Constructing a hexagon is one of the basic constructions that can easily be done with a compass and a straight edge. An idealized compass can be set to draw any size circle. An idealized straight edge can be used to draw a straight segment of any length. Neither tool can be used to measure distances.The unique feature of an equilateral hexagon is that its sides are equal in length to the radius of the circle that circumscribes it. This is related to the fact that the angle between each pair of neighboring sides in the hexagon is 60 degrees.

- Compass
- Straight edge
- Desired hexagon side
It is helpful if all parts of the construction except the six line segments in Step 7 are done lightly, and the last six segments are done more heavily. This makes the constructed hexagon easier to see.

Be careful when opening the compass for each circle to match its opening accurately to the desired hexagon's side, or the construction will fail.

Mark a point where you want the center of the hexagon.

Draw a line segment through the center point using the straight edge. The segment should be longer than twice the desired hexagon's side (if your segment is too short you can make it longer later). See top left panel in drawing.

Open the compass to the size of the desired hexagon's side and draw a circle using the center point to anchor the compass. See top right panel in drawing.

Open the compass again to the size of the desired hexagon's side and draw another circle using the point where the first circle intersected the line segment to anchor the compass. There are two such points, and you can use either one. See middle panel on left of drawing.

Draw a line segment through the first circle going through its center point and one of the points where the two circles intersect.
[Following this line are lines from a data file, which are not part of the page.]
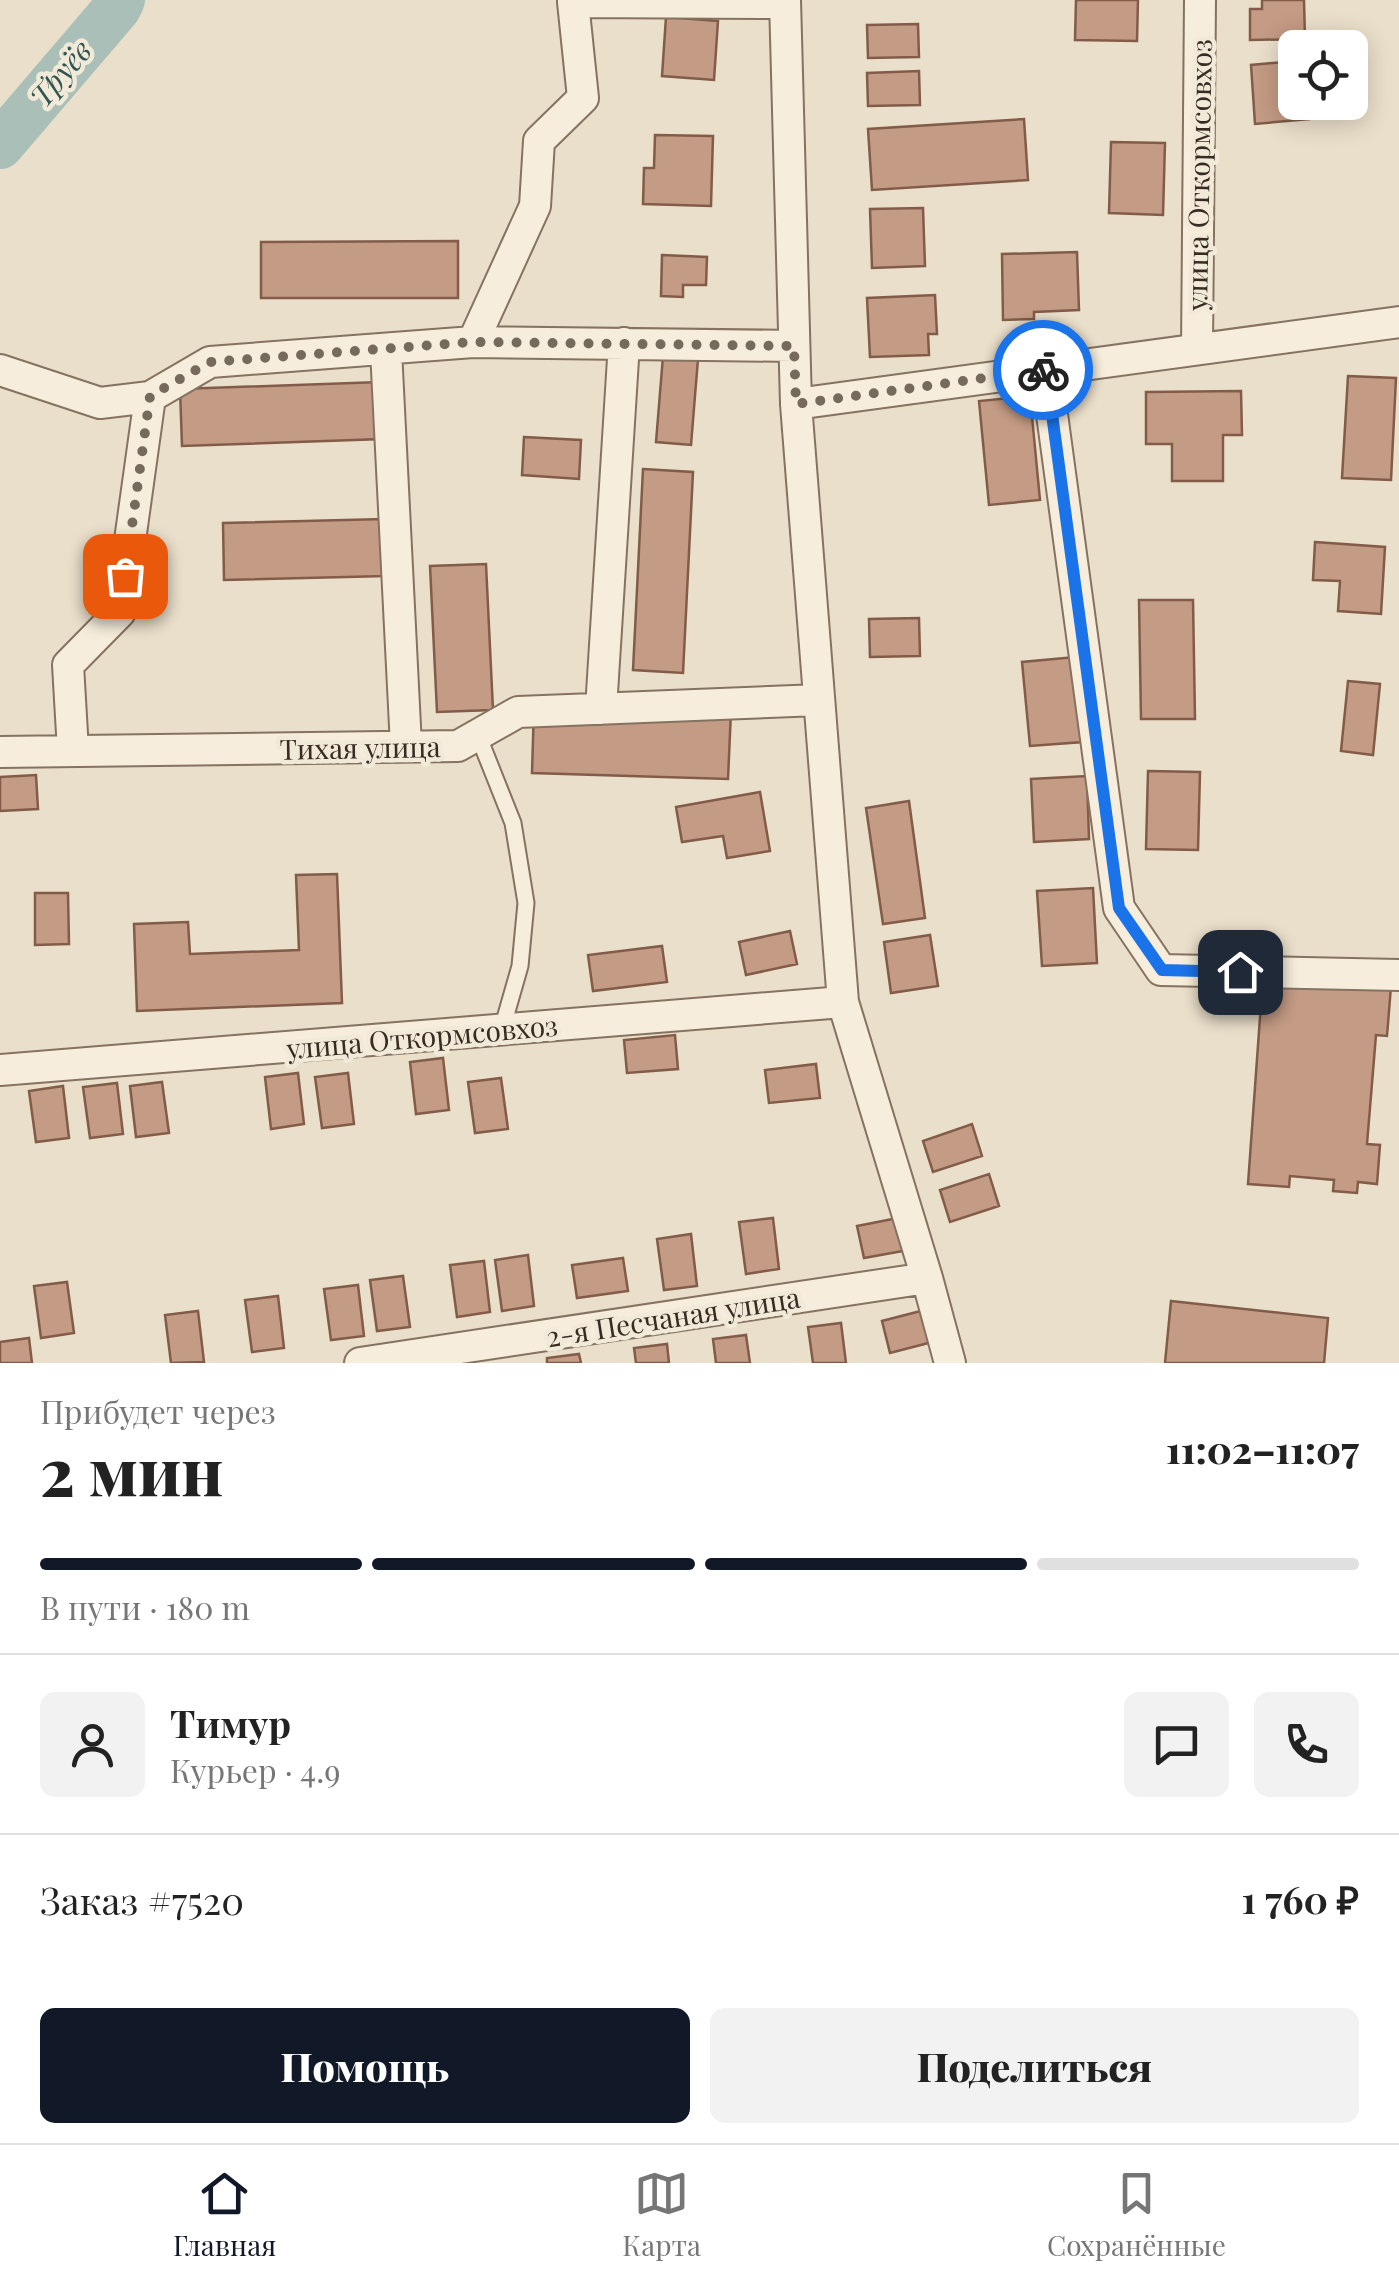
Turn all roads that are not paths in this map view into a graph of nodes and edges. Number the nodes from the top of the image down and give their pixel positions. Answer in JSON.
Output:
{"nodes":[{"id":1,"x":1200,"y":0,"type":"edge"},
{"id":2,"x":785,"y":2,"type":"edge"},
{"id":3,"x":1399,"y":322,"type":"edge"},
{"id":4,"x":473,"y":342,"type":"junction"},
{"id":5,"x":624,"y":344,"type":"junction"},
{"id":6,"x":794,"y":346,"type":"junction"},
{"id":7,"x":1196,"y":349,"type":"junction"},
{"id":8,"x":386,"y":350,"type":"junction"},
{"id":9,"x":0,"y":370,"type":"edge"},
{"id":10,"x":1046,"y":370,"type":"junction"},
{"id":11,"x":150,"y":396,"type":"junction"},
{"id":12,"x":796,"y":404,"type":"junction"},
{"id":13,"x":819,"y":700,"type":"junction"},
{"id":14,"x":601,"y":709,"type":"junction"},
{"id":15,"x":478,"y":735,"type":"junction"},
{"id":16,"x":406,"y":746,"type":"junction"},
{"id":17,"x":73,"y":751,"type":"junction"},
{"id":18,"x":0,"y":752,"type":"edge"},
{"id":19,"x":1399,"y":975,"type":"edge"},
{"id":20,"x":844,"y":1002,"type":"junction"},
{"id":21,"x":502,"y":1030,"type":"junction"},
{"id":22,"x":0,"y":1070,"type":"edge"},
{"id":23,"x":927,"y":1278,"type":"junction"},
{"id":24,"x":360,"y":1363,"type":"edge"},
{"id":25,"x":950,"y":1363,"type":"edge"}],
"edges":[{"from":1,"to":7,"type":"street","name":"улица Откормсовхоз"},
{"from":2,"to":4,"type":"street"},
{"from":2,"to":6,"type":"street"},
{"from":3,"to":7,"type":"street","name":"улица Откормсовхоз"},
{"from":4,"to":5,"type":"street"},
{"from":4,"to":8,"type":"street"},
{"from":5,"to":6,"type":"street"},
{"from":5,"to":14,"type":"street"},
{"from":6,"to":12,"type":"street"},
{"from":7,"to":10,"type":"street","name":"улица Откормсовхоз"},
{"from":8,"to":11,"type":"street"},
{"from":8,"to":16,"type":"street"},
{"from":9,"to":11,"type":"street"},
{"from":10,"to":12,"type":"street","name":"улица Откормсовхоз"},
{"from":10,"to":19,"type":"street"},
{"from":11,"to":17,"type":"street"},
{"from":12,"to":13,"type":"street"},
{"from":13,"to":14,"type":"street","name":"Тихая улица"},
{"from":13,"to":20,"type":"street"},
{"from":14,"to":15,"type":"street","name":"Тихая улица"},
{"from":15,"to":16,"type":"street","name":"Тихая улица"},
{"from":15,"to":21,"type":"lane"},
{"from":16,"to":17,"type":"street","name":"Тихая улица"},
{"from":17,"to":18,"type":"street","name":"Тихая улица"},
{"from":20,"to":21,"type":"street","name":"улица Откормсовхоз"},
{"from":20,"to":23,"type":"street"},
{"from":21,"to":22,"type":"street","name":"улица Откормсовхоз"},
{"from":23,"to":24,"type":"street","name":"2-я Песчаная улица"},
{"from":23,"to":25,"type":"street"}]}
The part of this new line segment between the two points it intersects the first circle is one of that circle's diameters. The angle between this line and the initial line is exactly 60 degrees. See middle panel on right of drawing.

Draw another line segment through the first circle going through its center point and the other point where the two circles intersect. The part of this latest line segment between the two points it intersects the first circle is another of that circle's diameters. The angle between this line and the initial line is also 60 degrees. There are now three line segments through the center point, each intersecting the first circle at two points. This provides the six points of the hexagon. See bottom left panel of drawing.

Draw line segments using the straight edge, connecting each neighboring pair of the six points along the circumference of the first circle. This is your hexagon. See red lines in bottom right panel of drawing.